The rifle and bow seasons passed without injury to elk. The herd was monitored before, during and after the hunts. Deer hunting camps on the study area were visited before opening day to remind hunters that elk were present. Hunters were also interviewed in the field. All hunters were aware of the elk study in their area and used caution in identifying targets.
Three groups of elk were monitored intensively, and two others periodically, during the season. Hunting activities, including drives, standing, and still-hunting, caused an abnormal, relatively minor movement of only two bull elk, said Anderson. These bulls left the main herd of 18 elk and moved approximately two miles to the south. They stayed in those isolated areas and then rejoined the original group the day after the season closed.
One hunter was aggressively nudged with the 5×6 antlers of adult bull No. 23 while he was on a stand early in the morning of opening day. He fired his rifle into the ground, next to the other bull to get it to leave. Neither the hunter nor the bull was injured.
Nearly all of the elk returned to the same winter range that they had occupied during the winter of 1995-96. Cow No. 14 (The Hurley Lady) is still with the main herd of 18 elk that is within two miles of the release site.
The elk also occupied the same summer range in 1996 as they did in 1995. This two-year pattern is an encouraging indication that their seasonal habitat needs are being met within the study area.
Their travel route between ranges was also the same this year. That created a potential hazard for motorists and the elk that summered north of Hwy. 77 as they moved four miles south to their winter range near the release site. The elk were near the highway for two weeks. They were seen often by motorists and enthusiastic observers.
The parked cars presented the greatest hazard. The Department of Transportation is preparing warning signs to alert motorists to the area where the elk regularly crossed the highway.

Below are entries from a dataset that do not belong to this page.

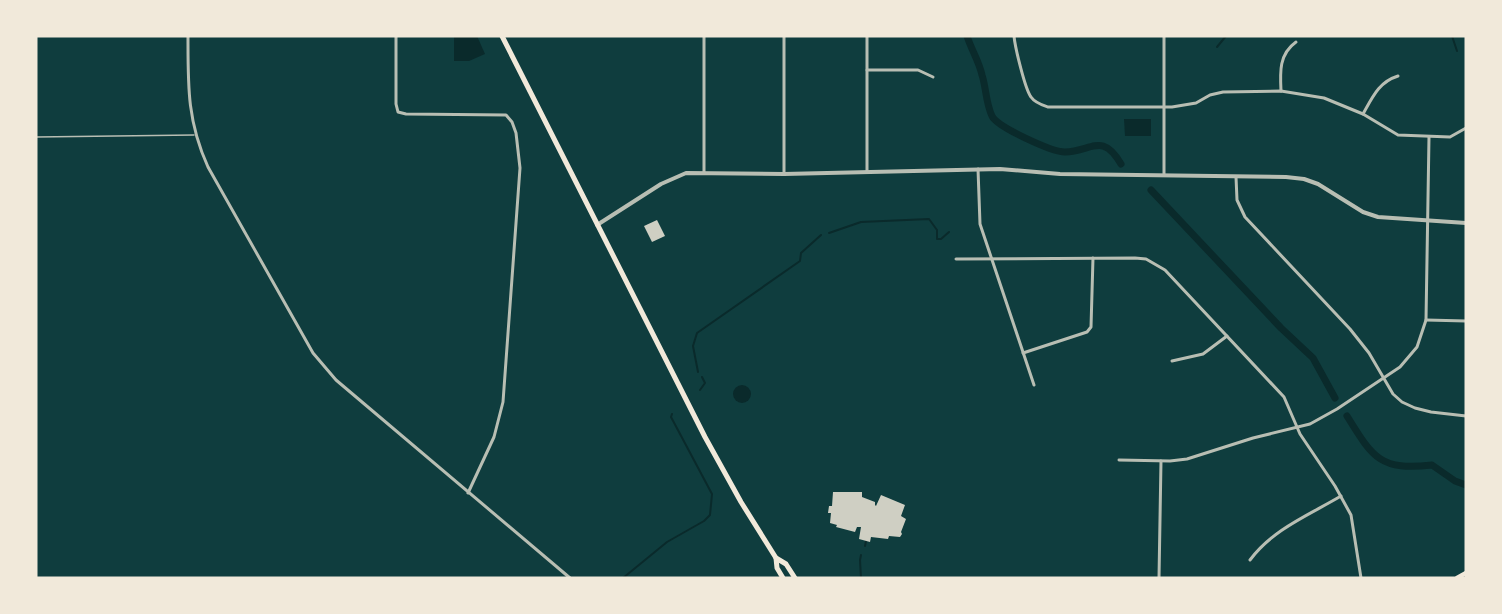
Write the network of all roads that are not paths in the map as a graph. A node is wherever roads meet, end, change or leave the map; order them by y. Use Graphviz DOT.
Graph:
graph roads {
  1 [pos="188,36"];
  2 [pos="396,36"];
  3 [pos="502,36"];
  4 [pos="704,36"];
  5 [pos="784,36"];
  6 [pos="867,36"];
  7 [pos="1014,36"];
  8 [pos="1164,36"];
  9 [pos="1296,42"];
  10 [pos="867,70"];
  11 [pos="1398,76"];
  12 [pos="933,77"];
  13 [pos="1281,91"];
  14 [pos="1164,108"];
  15 [pos="1363,114"];
  16 [pos="1466,128"];
  17 [pos="195,135"];
  18 [pos="36,137"];
  19 [pos="1429,137"];
  20 [pos="978,169"];
  21 [pos="867,171"];
  22 [pos="704,172"];
  23 [pos="784,174"];
  24 [pos="1164,175"];
  25 [pos="1236,177"];
  26 [pos="1427,220"];
  27 [pos="1466,223"];
  28 [pos="597,225"];
  29 [pos="1093,258"];
  30 [pos="991,259"];
  31 [pos="956,260"];
  32 [pos="1426,320"];
  33 [pos="1466,321"];
  34 [pos="1227,336"];
  35 [pos="1023,353"];
  36 [pos="1172,361"];
  37 [pos="1384,378"];
  38 [pos="1034,385"];
  39 [pos="1466,416"];
  40 [pos="1297,427"];
  41 [pos="1119,460"];
  42 [pos="1161,461"];
  43 [pos="468,493"];
  44 [pos="1341,496"];
  45 [pos="776,558"];
  46 [pos="1250,560"];
  47 [pos="1466,573"];
  48 [pos="570,578"];
  49 [pos="783,578"];
  50 [pos="795,578"];
  51 [pos="1160,578"];
  52 [pos="1361,578"];
  53 [pos="1457,578"];
  1 -- 17 [label="street"];
  2 -- 43 [label="street"];
  3 -- 28 [label="main road"];
  4 -- 22 [label="street"];
  5 -- 23 [label="street"];
  6 -- 10 [label="street"];
  7 -- 14 [label="street"];
  8 -- 14 [label="street"];
  9 -- 13 [label="street"];
  10 -- 12 [label="street"];
  10 -- 21 [label="street"];
  11 -- 15 [label="street"];
  13 -- 14 [label="street"];
  13 -- 15 [label="street"];
  14 -- 24 [label="street"];
  15 -- 19 [label="street"];
  16 -- 19 [label="street"];
  17 -- 18 [label="lane"];
  17 -- 43 [label="street"];
  19 -- 26 [label="street"];
  20 -- 21 [label="street"];
  20 -- 24 [label="street"];
  20 -- 30 [label="street"];
  21 -- 23 [label="street"];
  22 -- 23 [label="street"];
  22 -- 28 [label="street"];
  24 -- 25 [label="street"];
  25 -- 26 [label="street"];
  25 -- 37 [label="street"];
  26 -- 27 [label="street"];
  26 -- 32 [label="street"];
  28 -- 45 [label="main road"];
  29 -- 30 [label="street"];
  29 -- 34 [label="street"];
  29 -- 35 [label="street"];
  30 -- 31 [label="street"];
  30 -- 35 [label="street"];
  32 -- 33 [label="street"];
  32 -- 37 [label="street"];
  34 -- 36 [label="street"];
  34 -- 40 [label="street"];
  35 -- 38 [label="street"];
  37 -- 39 [label="street"];
  37 -- 40 [label="street"];
  40 -- 42 [label="street"];
  40 -- 44 [label="street"];
  41 -- 42 [label="street"];
  42 -- 51 [label="street"];
  43 -- 48 [label="street"];
  44 -- 46 [label="street"];
  44 -- 52 [label="street"];
  45 -- 49 [label="main road"];
  45 -- 50 [label="main road"];
  47 -- 53 [label="main road"];
}
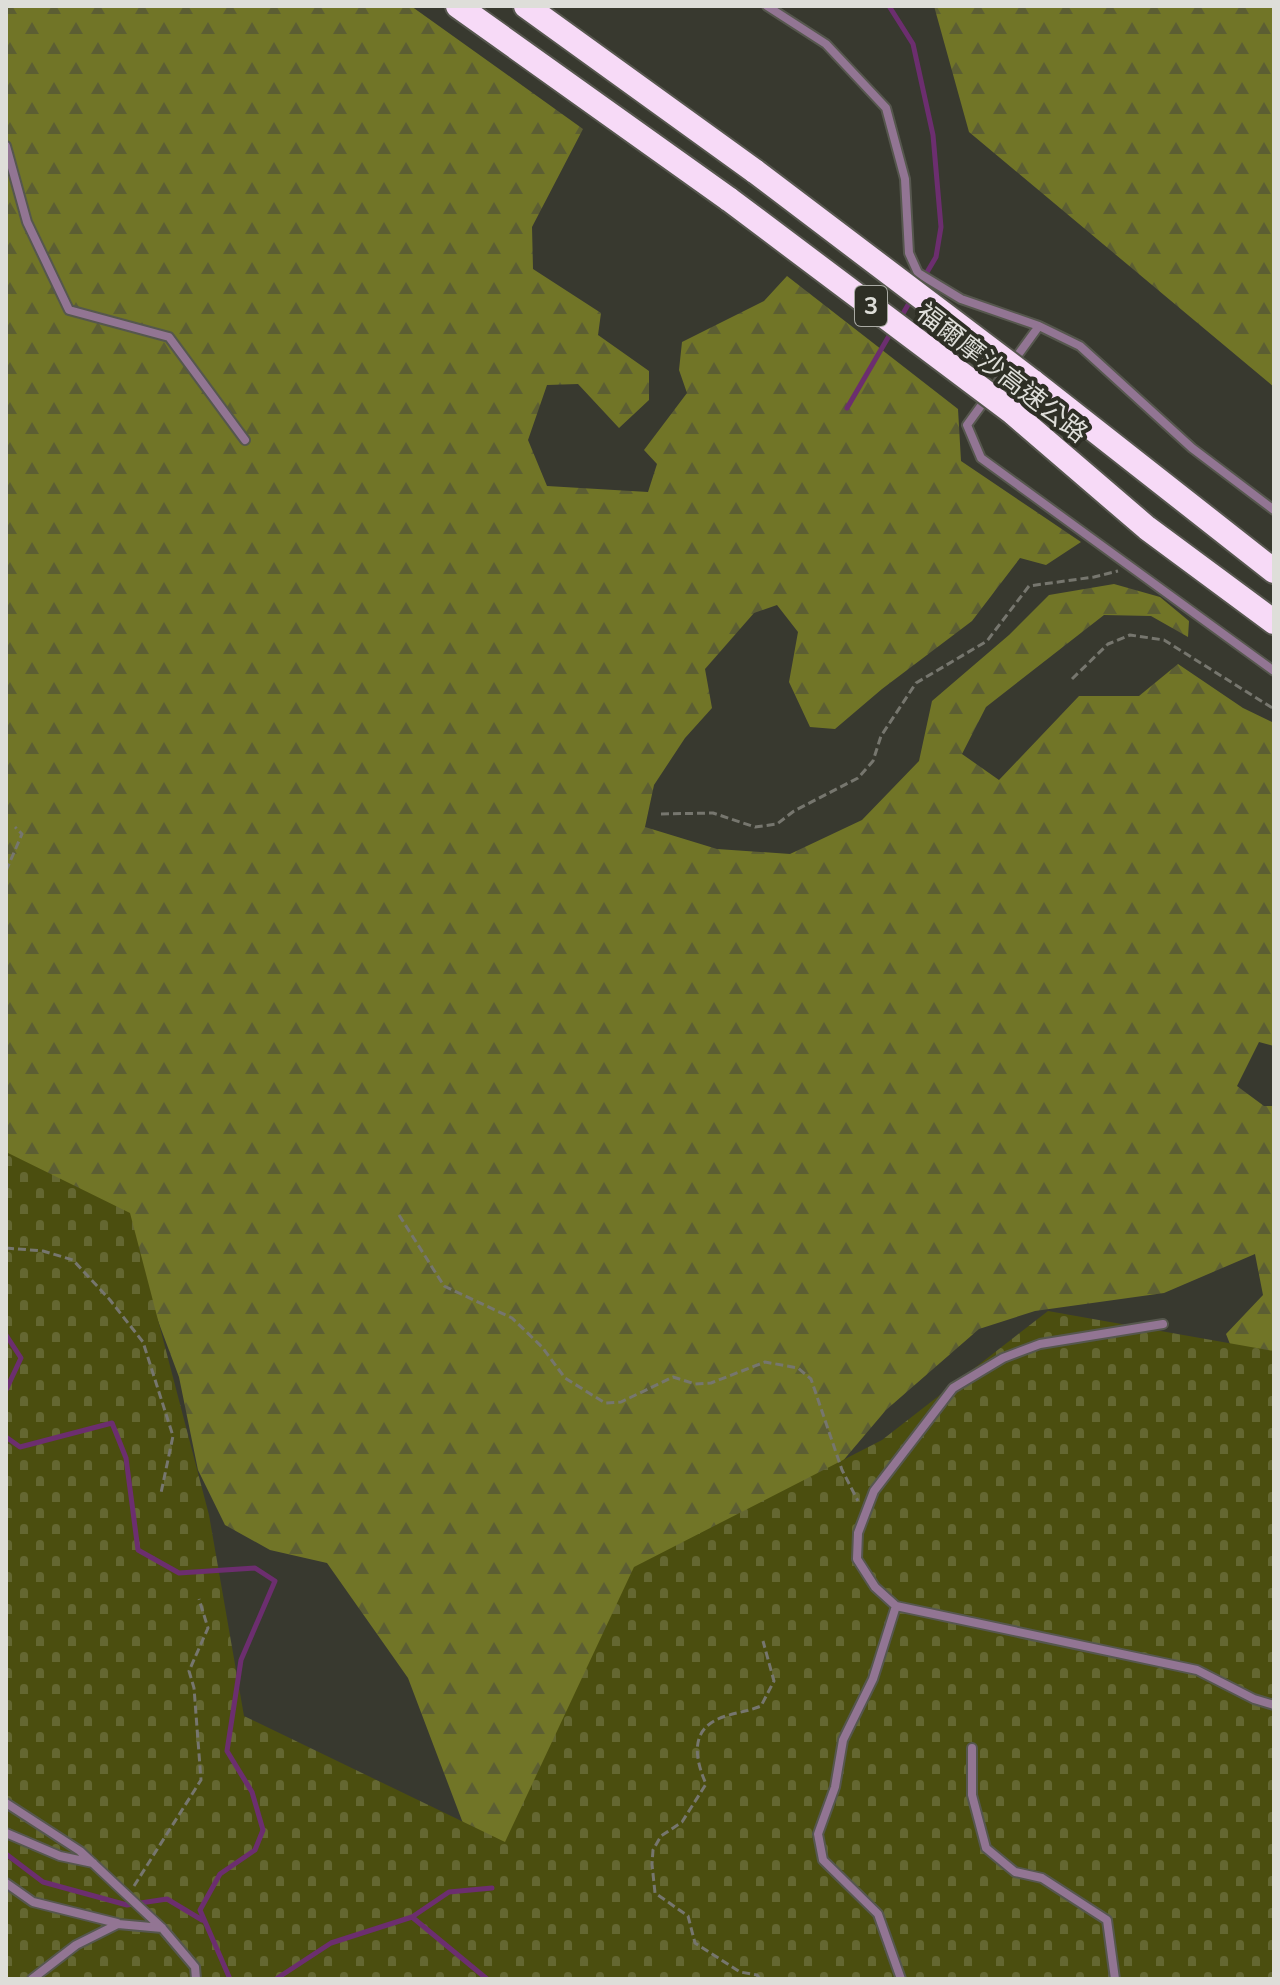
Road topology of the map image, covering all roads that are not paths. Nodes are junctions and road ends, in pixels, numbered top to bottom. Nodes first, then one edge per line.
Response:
1 (458, 6) edge
2 (526, 6) edge
3 (767, 6) edge
4 (6, 146) edge
5 (1039, 326) junction
6 (245, 440) dead end
7 (1274, 510) edge
8 (1274, 571) edge
9 (1274, 622) edge
10 (1274, 671) edge
11 (1163, 1324) dead end
12 (896, 1606) junction
13 (1274, 1705) edge
14 (972, 1748) dead end
15 (6, 1803) edge
16 (6, 1833) edge
17 (94, 1863) junction
18 (6, 1883) edge
19 (118, 1924) junction
20 (162, 1928) junction
21 (32, 1979) edge
22 (196, 1979) edge
23 (901, 1979) edge
24 (1115, 1979) edge

1 - 9 highway, 福爾摩沙高速公路 / 3, bridge
2 - 8 highway, 福爾摩沙高速公路 / 3, bridge
3 - 5 lane
4 - 6 lane
5 - 7 lane
5 - 10 lane
11 - 12 lane
12 - 13 lane
12 - 23 lane
14 - 24 lane
15 - 17 lane
16 - 17 lane
17 - 20 lane
18 - 19 lane
19 - 20 lane
19 - 21 lane
20 - 22 lane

Two major logging operations are underway near the elk this winter. The elk’s reaction to this activity is being monitored, but thus far, logging does not appear to be influencing their behavior.
Most of the elk once again sought lowland conifer areas for winter quarters. White cedar and mountain maple are preferred by the elk. Thermal differences between the interior of these conifer stands and open areas is significant. On Jan.16, when ambient temperature was 19 degrees below zero in the open, it was 6 degrees below zero inside the conifer stand. Snow depths were 29.5 and 21.3 inches inside and outside of the conifer stands, respectively, on the same date. The bitter cold of last winter has not returned so far.